De Masi: Ich kann es nicht beweisen, aber beide waren mit dem Vorgang befasst. Die Behauptung, die politische Ebene war nicht eingebunden, ist falsch. Auch die Hamburger Bürgerschaft wurde über die Treffen getäuscht. Auch dort gab es Anfragen von Linken und CDU.

Gibt es in Hamburg einen Sumpf aus Kumpanei und Lokal-Patriotismus zwischen Politik und Wirtschaft?

De Masi: Ja, ich treffe ja auch öfters Pfeffersäcke und Politik in Hamburg. Die waren dann am Wochenende miteinander Golf spielen oder auf dem Boot. Das weiß jeder in Hamburg. Ich glaube nicht, dass Scholz käuflich ist, das hat er gar nicht nötig. Das wird aus Verbundenheit getan. Aber Johannes Kahrs hat Parteispenden für die SPD von Warburg kassiert. Das ist schmutziges Geld.

Normale Bürger steigen bei solchen Themen kaum noch durch. Wie lässt sich das ändern?

De Masi: Ich erkläre Cum-Ex vereinfacht immer so: Stellen Sie sich vor, Sie gehen in den Supermarkt, ziehen sich einen Pfandbon, geben aber keine Flasche ab. Dann kopieren sie diesen Bon, gehen zur Kasse und lassen sich das Flaschenpfand mehrfach auszahlen. Die Kriminellen im Nadelstreifen machen das auch nichts anders als die kleinen Ganoven. Es ist nur sehr viel teurer. Die Kunst ist so zu sprechen, dass es auch die eigene Oma versteht. 

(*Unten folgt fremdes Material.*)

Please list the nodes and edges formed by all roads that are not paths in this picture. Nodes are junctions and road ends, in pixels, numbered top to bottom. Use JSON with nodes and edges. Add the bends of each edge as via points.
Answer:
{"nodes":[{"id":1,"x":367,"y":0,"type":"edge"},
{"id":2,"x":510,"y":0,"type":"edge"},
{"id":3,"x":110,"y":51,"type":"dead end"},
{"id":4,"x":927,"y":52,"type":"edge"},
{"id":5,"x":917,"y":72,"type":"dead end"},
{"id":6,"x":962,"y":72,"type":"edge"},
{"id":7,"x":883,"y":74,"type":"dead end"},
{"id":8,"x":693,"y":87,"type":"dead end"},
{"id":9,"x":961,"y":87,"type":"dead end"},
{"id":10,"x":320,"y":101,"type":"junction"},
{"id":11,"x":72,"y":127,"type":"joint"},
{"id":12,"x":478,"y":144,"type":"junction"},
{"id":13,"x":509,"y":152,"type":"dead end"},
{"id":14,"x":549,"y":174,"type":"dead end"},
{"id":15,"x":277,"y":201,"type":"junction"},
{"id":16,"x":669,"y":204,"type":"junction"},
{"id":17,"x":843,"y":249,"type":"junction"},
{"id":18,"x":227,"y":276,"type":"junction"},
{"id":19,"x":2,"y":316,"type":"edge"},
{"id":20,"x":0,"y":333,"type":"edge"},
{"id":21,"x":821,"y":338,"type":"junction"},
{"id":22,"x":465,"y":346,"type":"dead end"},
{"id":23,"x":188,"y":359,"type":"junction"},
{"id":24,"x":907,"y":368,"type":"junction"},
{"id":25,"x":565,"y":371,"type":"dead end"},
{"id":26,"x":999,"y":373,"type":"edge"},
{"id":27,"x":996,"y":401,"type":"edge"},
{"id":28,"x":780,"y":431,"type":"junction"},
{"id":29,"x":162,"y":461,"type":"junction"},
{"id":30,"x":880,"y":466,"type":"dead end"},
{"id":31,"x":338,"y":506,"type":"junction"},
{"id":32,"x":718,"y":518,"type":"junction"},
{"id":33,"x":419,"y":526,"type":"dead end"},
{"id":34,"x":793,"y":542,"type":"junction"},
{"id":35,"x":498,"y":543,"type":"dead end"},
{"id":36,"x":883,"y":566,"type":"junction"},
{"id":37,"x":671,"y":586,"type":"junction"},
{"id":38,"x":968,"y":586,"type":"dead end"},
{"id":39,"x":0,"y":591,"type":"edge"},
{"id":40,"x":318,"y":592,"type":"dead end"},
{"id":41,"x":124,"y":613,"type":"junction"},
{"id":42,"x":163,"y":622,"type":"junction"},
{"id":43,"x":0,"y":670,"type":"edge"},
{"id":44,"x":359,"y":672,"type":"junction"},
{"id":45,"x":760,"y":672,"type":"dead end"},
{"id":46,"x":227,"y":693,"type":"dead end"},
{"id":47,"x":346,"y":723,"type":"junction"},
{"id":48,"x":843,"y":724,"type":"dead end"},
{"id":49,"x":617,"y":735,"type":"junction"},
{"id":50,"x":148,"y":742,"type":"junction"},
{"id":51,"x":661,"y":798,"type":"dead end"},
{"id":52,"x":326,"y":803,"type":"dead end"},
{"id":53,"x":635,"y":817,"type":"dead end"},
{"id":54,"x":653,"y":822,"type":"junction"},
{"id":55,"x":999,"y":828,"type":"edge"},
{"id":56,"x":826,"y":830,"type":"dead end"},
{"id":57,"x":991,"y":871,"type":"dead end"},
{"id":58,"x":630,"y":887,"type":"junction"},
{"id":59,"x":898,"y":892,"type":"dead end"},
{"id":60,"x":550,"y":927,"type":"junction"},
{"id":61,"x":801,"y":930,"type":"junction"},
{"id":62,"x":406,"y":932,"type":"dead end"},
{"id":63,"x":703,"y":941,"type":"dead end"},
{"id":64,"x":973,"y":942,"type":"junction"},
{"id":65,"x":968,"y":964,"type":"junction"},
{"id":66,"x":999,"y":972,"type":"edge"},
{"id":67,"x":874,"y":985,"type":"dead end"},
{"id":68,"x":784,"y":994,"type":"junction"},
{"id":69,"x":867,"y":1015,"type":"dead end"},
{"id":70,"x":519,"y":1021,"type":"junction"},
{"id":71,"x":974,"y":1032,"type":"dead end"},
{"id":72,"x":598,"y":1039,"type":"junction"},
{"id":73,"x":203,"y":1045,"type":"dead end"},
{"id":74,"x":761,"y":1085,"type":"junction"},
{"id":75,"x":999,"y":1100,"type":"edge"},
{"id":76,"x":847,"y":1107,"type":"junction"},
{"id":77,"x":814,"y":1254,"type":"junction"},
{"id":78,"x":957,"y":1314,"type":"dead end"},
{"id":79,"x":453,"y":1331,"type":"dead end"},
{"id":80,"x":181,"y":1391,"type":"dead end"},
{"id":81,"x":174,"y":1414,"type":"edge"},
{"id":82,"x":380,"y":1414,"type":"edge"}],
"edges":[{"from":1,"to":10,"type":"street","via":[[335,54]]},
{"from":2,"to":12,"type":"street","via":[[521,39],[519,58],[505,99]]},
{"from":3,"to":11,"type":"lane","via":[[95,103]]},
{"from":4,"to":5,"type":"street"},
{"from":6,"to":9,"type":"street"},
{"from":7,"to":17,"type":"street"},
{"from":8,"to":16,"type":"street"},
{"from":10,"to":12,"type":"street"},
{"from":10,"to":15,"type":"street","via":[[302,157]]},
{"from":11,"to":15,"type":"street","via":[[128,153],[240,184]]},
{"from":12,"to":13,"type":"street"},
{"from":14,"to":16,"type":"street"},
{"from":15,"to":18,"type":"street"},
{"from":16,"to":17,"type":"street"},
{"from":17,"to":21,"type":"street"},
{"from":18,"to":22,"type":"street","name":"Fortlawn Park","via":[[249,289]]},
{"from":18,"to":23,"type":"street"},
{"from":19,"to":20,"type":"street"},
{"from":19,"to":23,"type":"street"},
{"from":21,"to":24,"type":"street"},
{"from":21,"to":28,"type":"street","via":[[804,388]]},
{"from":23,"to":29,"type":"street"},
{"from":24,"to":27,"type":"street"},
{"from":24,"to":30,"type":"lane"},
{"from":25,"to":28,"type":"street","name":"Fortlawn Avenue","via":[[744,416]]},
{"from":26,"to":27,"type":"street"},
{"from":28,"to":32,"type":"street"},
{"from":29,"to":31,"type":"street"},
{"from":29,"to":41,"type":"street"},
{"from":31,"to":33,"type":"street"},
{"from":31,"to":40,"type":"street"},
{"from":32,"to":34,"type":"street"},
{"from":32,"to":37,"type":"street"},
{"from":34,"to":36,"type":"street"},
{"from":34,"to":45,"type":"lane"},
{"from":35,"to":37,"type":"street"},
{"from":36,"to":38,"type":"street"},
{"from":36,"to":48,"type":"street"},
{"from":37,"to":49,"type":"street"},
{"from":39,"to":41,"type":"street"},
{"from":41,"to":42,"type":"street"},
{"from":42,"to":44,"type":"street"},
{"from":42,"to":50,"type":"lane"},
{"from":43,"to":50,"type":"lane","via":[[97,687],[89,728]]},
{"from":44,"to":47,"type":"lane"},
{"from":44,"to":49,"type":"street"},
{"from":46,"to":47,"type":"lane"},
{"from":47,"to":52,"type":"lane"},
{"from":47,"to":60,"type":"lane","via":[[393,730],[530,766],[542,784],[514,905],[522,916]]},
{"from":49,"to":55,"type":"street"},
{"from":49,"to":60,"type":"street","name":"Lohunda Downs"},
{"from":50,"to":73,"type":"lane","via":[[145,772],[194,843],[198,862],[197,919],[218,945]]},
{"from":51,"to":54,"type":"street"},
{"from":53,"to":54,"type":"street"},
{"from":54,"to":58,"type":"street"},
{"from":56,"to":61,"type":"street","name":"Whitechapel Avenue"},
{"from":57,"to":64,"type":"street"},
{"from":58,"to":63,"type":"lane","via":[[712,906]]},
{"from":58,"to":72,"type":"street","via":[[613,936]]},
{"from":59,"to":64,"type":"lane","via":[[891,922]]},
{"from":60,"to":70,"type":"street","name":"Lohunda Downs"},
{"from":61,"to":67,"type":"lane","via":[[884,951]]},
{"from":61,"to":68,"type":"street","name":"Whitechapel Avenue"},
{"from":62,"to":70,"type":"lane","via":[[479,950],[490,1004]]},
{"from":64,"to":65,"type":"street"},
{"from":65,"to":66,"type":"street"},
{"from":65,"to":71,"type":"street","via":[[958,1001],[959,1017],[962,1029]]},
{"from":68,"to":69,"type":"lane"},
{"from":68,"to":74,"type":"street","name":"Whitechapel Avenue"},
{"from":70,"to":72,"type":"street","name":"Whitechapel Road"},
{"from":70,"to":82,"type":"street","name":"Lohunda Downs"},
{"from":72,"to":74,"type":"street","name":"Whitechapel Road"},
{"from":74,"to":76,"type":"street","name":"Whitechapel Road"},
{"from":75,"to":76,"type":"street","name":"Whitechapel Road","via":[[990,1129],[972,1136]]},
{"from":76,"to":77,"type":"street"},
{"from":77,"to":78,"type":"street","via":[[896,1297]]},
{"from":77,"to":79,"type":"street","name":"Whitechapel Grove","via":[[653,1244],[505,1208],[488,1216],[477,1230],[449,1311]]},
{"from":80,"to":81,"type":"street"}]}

Wenn Scholz wieder versucht sich auf Gedächtnislücken zu berufen, wie würde die Geschichte weitergehen?

De Masi: Dann würde ich mich fragen, ob jemand mit solchen Gedächtnislücken wirklich Kanzler der Bundesrepublik Deutschland werden sollte.

Ich habe gelesen, dass sie nicht nochmal nächstes Jahr zur Bundestagswahl antreten wollen?

De Masi: Korrekt ist, dass ich mir darüber Gedanken mache, ob ich mir eine neue Herausforderung suche. Das hat vor allem persönliche Gründe. Ich will auch die Batterien neu aufladen, Und ich glaube die Linke macht Fehler, die unsere gute Arbeit – etwa gegen Finanzkriminalität, für Rentner oder kleine Selbstständige und Malocher – kaputt macht. Wir sagen den Leuten zu oft wie sie sprechen sollen, anstatt ihnen zuzuhören. Ich wollte immer etwas erreichen für die Kassiererin, die keine Lobby hat. Ich möchte das aber mit meinem eigenen Landesverband und meinen Fraktionschefs besprechen.

Werden sie von anderen Parteien schon abgeworben? 

De Masi: Das ist ja völlig zwecklos. Ich bin links. Die SPD hat das Vertrauen der Menschen unter Gerhard Schröder enttäuscht. Das wirkt bis heute nach. Die Grünen sind mir zu elitär. Auch die Linke hat bei Arbeitern und Angestellten verloren. Ich wünsche mir, dass wir uns verändern, damit die Malocher nicht nach Rechts gehen.